ACTIVITY | Pull out every line below that holds the word "copy".
**********
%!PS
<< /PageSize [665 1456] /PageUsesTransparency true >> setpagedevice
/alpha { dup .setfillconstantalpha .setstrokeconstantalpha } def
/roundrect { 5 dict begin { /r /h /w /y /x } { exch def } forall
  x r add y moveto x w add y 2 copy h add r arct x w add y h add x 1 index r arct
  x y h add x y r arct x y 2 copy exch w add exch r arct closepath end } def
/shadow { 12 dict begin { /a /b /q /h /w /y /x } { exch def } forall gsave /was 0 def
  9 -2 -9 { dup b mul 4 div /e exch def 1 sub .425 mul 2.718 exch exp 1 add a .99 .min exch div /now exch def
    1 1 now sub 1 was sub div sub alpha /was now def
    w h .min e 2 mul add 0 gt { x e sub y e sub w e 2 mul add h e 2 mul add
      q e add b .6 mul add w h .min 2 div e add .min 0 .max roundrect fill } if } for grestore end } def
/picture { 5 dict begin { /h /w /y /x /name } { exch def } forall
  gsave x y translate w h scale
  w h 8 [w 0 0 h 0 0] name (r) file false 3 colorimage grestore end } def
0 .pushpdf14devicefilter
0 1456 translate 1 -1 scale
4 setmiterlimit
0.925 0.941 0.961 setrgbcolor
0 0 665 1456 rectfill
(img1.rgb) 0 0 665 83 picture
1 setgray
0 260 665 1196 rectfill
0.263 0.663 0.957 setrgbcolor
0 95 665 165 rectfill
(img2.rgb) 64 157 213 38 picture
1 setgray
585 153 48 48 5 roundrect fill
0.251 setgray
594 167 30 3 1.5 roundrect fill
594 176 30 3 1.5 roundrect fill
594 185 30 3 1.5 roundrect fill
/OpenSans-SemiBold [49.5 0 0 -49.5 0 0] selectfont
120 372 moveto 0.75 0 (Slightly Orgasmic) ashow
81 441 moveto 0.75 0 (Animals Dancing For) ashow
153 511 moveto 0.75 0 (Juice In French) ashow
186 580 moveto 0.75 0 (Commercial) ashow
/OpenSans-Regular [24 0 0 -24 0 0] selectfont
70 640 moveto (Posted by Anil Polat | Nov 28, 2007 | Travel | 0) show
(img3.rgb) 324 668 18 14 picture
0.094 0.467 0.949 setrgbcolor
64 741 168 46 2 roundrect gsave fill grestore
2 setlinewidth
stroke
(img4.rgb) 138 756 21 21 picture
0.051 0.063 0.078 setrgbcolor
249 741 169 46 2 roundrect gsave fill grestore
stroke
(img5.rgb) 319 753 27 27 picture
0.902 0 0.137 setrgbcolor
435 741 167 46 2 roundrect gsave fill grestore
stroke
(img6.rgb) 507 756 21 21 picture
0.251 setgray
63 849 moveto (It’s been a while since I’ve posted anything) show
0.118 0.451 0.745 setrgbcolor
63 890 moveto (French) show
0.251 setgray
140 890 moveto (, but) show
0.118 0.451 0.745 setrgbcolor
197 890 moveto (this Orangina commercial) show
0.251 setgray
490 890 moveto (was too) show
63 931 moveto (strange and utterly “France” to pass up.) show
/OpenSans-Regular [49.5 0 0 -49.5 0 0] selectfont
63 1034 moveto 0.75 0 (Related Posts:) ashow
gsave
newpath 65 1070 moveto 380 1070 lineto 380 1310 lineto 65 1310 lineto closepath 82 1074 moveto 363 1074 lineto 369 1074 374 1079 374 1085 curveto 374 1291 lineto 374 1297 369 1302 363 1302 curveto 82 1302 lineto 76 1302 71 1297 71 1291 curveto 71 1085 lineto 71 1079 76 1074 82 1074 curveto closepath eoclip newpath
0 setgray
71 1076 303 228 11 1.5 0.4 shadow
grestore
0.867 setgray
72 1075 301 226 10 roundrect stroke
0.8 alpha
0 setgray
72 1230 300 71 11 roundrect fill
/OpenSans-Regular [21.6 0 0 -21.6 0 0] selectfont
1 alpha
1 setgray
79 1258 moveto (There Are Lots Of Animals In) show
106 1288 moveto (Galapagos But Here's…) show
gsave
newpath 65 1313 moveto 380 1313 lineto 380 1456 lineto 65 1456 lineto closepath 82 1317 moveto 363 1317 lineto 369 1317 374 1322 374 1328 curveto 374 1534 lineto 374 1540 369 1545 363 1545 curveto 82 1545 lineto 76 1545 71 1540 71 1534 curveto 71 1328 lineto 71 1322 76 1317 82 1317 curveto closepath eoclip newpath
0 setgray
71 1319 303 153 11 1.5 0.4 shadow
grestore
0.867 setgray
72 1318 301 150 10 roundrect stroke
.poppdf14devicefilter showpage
**********
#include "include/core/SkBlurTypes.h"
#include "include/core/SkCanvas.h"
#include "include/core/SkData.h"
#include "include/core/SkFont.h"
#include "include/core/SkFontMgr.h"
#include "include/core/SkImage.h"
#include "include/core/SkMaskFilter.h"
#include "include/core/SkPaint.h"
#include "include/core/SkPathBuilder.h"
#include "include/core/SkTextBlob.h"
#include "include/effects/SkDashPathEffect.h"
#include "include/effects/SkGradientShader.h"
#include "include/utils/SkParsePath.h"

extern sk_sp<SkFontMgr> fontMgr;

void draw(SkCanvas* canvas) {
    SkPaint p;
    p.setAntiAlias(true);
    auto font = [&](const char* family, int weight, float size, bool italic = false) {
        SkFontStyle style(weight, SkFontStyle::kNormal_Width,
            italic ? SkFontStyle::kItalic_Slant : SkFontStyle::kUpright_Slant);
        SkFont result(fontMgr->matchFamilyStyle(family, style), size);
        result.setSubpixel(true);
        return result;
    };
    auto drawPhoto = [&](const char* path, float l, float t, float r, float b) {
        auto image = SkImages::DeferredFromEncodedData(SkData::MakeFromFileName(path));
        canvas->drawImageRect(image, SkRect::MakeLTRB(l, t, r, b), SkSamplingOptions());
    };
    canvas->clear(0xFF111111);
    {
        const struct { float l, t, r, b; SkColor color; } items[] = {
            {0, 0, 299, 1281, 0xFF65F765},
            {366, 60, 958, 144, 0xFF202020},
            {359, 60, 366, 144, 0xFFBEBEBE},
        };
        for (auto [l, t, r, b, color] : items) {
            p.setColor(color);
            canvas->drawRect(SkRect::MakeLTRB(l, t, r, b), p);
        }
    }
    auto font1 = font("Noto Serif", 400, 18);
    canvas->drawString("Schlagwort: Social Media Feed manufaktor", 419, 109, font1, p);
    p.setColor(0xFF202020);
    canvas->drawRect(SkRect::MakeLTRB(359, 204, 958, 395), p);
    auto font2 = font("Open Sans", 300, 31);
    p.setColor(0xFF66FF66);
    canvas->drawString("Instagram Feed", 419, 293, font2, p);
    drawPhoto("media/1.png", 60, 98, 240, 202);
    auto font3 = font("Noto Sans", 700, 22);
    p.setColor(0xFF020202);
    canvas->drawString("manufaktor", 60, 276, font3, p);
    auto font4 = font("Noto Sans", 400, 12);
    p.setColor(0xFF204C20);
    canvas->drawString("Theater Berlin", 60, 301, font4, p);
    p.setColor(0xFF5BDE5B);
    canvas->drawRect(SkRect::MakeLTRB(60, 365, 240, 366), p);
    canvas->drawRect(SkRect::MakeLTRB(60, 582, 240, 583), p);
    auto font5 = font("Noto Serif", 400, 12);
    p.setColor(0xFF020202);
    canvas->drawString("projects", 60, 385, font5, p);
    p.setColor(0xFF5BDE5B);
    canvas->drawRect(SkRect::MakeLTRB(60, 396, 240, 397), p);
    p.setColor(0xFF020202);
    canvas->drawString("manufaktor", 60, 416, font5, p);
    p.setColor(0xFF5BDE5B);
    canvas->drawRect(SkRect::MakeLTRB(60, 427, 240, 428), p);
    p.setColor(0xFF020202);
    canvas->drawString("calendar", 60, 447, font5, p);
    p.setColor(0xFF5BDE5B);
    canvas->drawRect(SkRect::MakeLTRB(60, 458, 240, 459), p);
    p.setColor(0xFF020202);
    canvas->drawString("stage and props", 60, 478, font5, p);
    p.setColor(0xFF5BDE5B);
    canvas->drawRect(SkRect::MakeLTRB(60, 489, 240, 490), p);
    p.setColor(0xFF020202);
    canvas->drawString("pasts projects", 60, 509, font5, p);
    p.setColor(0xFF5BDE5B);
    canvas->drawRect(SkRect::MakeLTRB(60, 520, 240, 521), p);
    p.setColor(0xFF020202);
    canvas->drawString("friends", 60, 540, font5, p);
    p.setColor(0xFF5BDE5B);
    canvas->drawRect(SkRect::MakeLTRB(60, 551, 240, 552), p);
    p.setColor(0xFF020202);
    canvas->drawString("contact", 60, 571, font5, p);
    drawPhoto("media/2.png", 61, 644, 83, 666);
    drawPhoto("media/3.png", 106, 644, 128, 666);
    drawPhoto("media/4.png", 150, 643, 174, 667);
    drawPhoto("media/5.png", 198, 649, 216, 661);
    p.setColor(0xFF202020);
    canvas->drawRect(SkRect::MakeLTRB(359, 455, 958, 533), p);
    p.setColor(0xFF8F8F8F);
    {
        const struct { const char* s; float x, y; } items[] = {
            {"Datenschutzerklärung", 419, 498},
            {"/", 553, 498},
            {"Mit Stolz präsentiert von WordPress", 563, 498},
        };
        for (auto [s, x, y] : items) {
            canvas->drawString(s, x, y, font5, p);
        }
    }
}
**********
EXERCISE RESULT |
  x r add y moveto x w add y 2 copy h add r arct x w add y h add x 1 index r arct
  x y h add x y r arct x y 2 copy exch w add exch r arct closepath end } def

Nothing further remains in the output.